*Supplied material*:
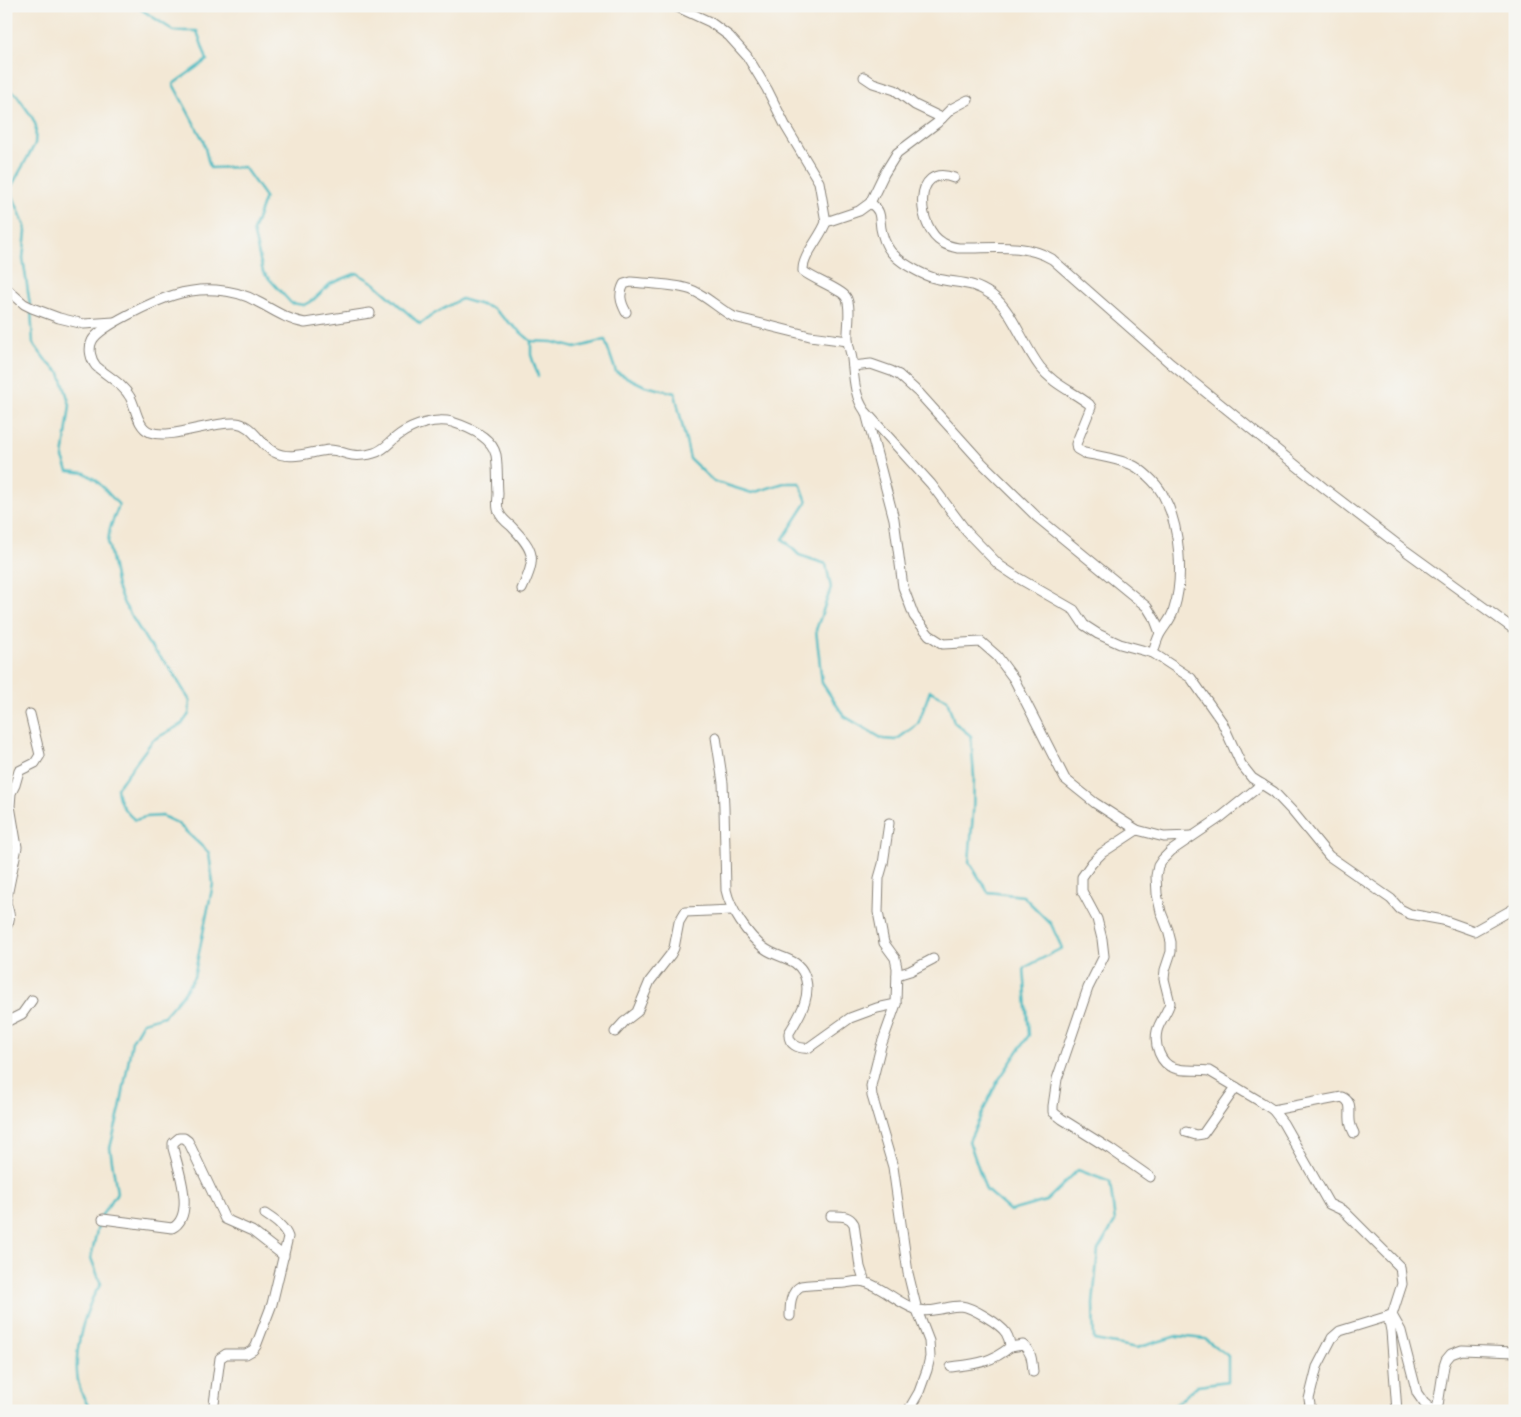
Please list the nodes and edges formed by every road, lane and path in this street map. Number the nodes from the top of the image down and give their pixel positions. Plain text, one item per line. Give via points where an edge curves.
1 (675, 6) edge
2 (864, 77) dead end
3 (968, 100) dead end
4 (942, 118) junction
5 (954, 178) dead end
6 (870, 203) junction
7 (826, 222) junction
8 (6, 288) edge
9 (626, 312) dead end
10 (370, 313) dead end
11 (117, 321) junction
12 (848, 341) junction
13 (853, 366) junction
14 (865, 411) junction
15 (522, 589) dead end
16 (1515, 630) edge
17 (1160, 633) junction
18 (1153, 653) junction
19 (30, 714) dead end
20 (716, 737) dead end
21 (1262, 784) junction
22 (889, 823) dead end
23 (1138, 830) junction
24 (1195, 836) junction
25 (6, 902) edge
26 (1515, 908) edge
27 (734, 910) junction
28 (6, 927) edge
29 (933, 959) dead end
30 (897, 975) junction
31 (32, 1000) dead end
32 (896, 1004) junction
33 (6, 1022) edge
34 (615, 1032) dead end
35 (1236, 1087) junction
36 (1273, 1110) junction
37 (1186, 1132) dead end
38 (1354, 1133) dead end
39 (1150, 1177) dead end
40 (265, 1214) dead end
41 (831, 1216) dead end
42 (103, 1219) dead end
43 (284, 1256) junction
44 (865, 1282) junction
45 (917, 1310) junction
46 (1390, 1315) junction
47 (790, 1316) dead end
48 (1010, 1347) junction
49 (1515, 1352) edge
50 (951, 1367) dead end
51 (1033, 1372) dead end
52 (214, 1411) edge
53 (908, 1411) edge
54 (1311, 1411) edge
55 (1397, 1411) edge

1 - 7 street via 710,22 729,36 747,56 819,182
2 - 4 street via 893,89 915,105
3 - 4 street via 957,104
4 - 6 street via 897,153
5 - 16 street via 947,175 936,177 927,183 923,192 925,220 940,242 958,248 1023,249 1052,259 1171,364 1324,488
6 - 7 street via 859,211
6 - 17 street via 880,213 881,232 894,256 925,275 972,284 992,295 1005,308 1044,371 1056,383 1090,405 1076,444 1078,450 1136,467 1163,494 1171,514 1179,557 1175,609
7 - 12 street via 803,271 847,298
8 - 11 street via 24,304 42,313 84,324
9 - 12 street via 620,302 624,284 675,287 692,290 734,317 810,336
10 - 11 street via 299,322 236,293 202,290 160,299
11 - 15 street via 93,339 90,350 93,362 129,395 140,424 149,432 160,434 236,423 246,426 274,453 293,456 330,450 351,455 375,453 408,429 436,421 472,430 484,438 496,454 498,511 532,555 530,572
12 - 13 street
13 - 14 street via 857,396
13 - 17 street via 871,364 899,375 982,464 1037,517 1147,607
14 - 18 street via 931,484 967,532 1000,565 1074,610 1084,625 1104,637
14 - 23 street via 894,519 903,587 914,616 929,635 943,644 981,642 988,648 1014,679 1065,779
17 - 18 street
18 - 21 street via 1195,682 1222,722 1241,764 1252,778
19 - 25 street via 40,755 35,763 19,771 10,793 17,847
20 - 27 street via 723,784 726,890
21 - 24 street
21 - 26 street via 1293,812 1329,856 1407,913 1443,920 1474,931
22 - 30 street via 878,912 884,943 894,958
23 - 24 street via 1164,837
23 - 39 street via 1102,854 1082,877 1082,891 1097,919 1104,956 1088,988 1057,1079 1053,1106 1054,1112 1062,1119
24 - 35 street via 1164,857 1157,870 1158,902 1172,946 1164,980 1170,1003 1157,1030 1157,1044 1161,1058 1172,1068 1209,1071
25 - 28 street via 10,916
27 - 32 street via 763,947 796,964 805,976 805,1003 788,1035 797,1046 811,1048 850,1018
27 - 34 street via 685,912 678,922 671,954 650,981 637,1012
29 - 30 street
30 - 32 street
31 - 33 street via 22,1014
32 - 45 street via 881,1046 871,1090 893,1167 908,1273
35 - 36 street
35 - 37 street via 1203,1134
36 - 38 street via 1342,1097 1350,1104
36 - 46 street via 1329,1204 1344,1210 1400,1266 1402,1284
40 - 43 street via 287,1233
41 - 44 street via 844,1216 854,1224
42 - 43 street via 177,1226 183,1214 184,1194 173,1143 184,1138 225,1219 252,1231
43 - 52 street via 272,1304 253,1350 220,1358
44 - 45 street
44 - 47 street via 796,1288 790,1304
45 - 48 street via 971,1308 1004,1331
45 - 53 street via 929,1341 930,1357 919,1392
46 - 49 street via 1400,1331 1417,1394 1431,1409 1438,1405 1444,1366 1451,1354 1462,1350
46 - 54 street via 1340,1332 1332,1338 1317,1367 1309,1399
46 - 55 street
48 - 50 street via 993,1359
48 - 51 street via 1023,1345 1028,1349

*Your assignment*: What's needed is every record restated exactly, pictures excluded.

*Written response*:
Please list the nodes and edges formed by every road, lane and path in this street map. Number the nodes from the top of the image down and give their pixel positions. Plain text, one item per line. Give via points where an edge curves.
1 (675, 6) edge
2 (864, 77) dead end
3 (968, 100) dead end
4 (942, 118) junction
5 (954, 178) dead end
6 (870, 203) junction
7 (826, 222) junction
8 (6, 288) edge
9 (626, 312) dead end
10 (370, 313) dead end
11 (117, 321) junction
12 (848, 341) junction
13 (853, 366) junction
14 (865, 411) junction
15 (522, 589) dead end
16 (1515, 630) edge
17 (1160, 633) junction
18 (1153, 653) junction
19 (30, 714) dead end
20 (716, 737) dead end
21 (1262, 784) junction
22 (889, 823) dead end
23 (1138, 830) junction
24 (1195, 836) junction
25 (6, 902) edge
26 (1515, 908) edge
27 (734, 910) junction
28 (6, 927) edge
29 (933, 959) dead end
30 (897, 975) junction
31 (32, 1000) dead end
32 (896, 1004) junction
33 (6, 1022) edge
34 (615, 1032) dead end
35 (1236, 1087) junction
36 (1273, 1110) junction
37 (1186, 1132) dead end
38 (1354, 1133) dead end
39 (1150, 1177) dead end
40 (265, 1214) dead end
41 (831, 1216) dead end
42 (103, 1219) dead end
43 (284, 1256) junction
44 (865, 1282) junction
45 (917, 1310) junction
46 (1390, 1315) junction
47 (790, 1316) dead end
48 (1010, 1347) junction
49 (1515, 1352) edge
50 (951, 1367) dead end
51 (1033, 1372) dead end
52 (214, 1411) edge
53 (908, 1411) edge
54 (1311, 1411) edge
55 (1397, 1411) edge

1 - 7 street via 710,22 729,36 747,56 819,182
2 - 4 street via 893,89 915,105
3 - 4 street via 957,104
4 - 6 street via 897,153
5 - 16 street via 947,175 936,177 927,183 923,192 925,220 940,242 958,248 1023,249 1052,259 1171,364 1324,488
6 - 7 street via 859,211
6 - 17 street via 880,213 881,232 894,256 925,275 972,284 992,295 1005,308 1044,371 1056,383 1090,405 1076,444 1078,450 1136,467 1163,494 1171,514 1179,557 1175,609
7 - 12 street via 803,271 847,298
8 - 11 street via 24,304 42,313 84,324
9 - 12 street via 620,302 624,284 675,287 692,290 734,317 810,336
10 - 11 street via 299,322 236,293 202,290 160,299
11 - 15 street via 93,339 90,350 93,362 129,395 140,424 149,432 160,434 236,423 246,426 274,453 293,456 330,450 351,455 375,453 408,429 436,421 472,430 484,438 496,454 498,511 532,555 530,572
12 - 13 street
13 - 14 street via 857,396
13 - 17 street via 871,364 899,375 982,464 1037,517 1147,607
14 - 18 street via 931,484 967,532 1000,565 1074,610 1084,625 1104,637
14 - 23 street via 894,519 903,587 914,616 929,635 943,644 981,642 988,648 1014,679 1065,779
17 - 18 street
18 - 21 street via 1195,682 1222,722 1241,764 1252,778
19 - 25 street via 40,755 35,763 19,771 10,793 17,847
20 - 27 street via 723,784 726,890
21 - 24 street
21 - 26 street via 1293,812 1329,856 1407,913 1443,920 1474,931
22 - 30 street via 878,912 884,943 894,958
23 - 24 street via 1164,837
23 - 39 street via 1102,854 1082,877 1082,891 1097,919 1104,956 1088,988 1057,1079 1053,1106 1054,1112 1062,1119
24 - 35 street via 1164,857 1157,870 1158,902 1172,946 1164,980 1170,1003 1157,1030 1157,1044 1161,1058 1172,1068 1209,1071
25 - 28 street via 10,916
27 - 32 street via 763,947 796,964 805,976 805,1003 788,1035 797,1046 811,1048 850,1018
27 - 34 street via 685,912 678,922 671,954 650,981 637,1012
29 - 30 street
30 - 32 street
31 - 33 street via 22,1014
32 - 45 street via 881,1046 871,1090 893,1167 908,1273
35 - 36 street
35 - 37 street via 1203,1134
36 - 38 street via 1342,1097 1350,1104
36 - 46 street via 1329,1204 1344,1210 1400,1266 1402,1284
40 - 43 street via 287,1233
41 - 44 street via 844,1216 854,1224
42 - 43 street via 177,1226 183,1214 184,1194 173,1143 184,1138 225,1219 252,1231
43 - 52 street via 272,1304 253,1350 220,1358
44 - 45 street
44 - 47 street via 796,1288 790,1304
45 - 48 street via 971,1308 1004,1331
45 - 53 street via 929,1341 930,1357 919,1392
46 - 49 street via 1400,1331 1417,1394 1431,1409 1438,1405 1444,1366 1451,1354 1462,1350
46 - 54 street via 1340,1332 1332,1338 1317,1367 1309,1399
46 - 55 street
48 - 50 street via 993,1359
48 - 51 street via 1023,1345 1028,1349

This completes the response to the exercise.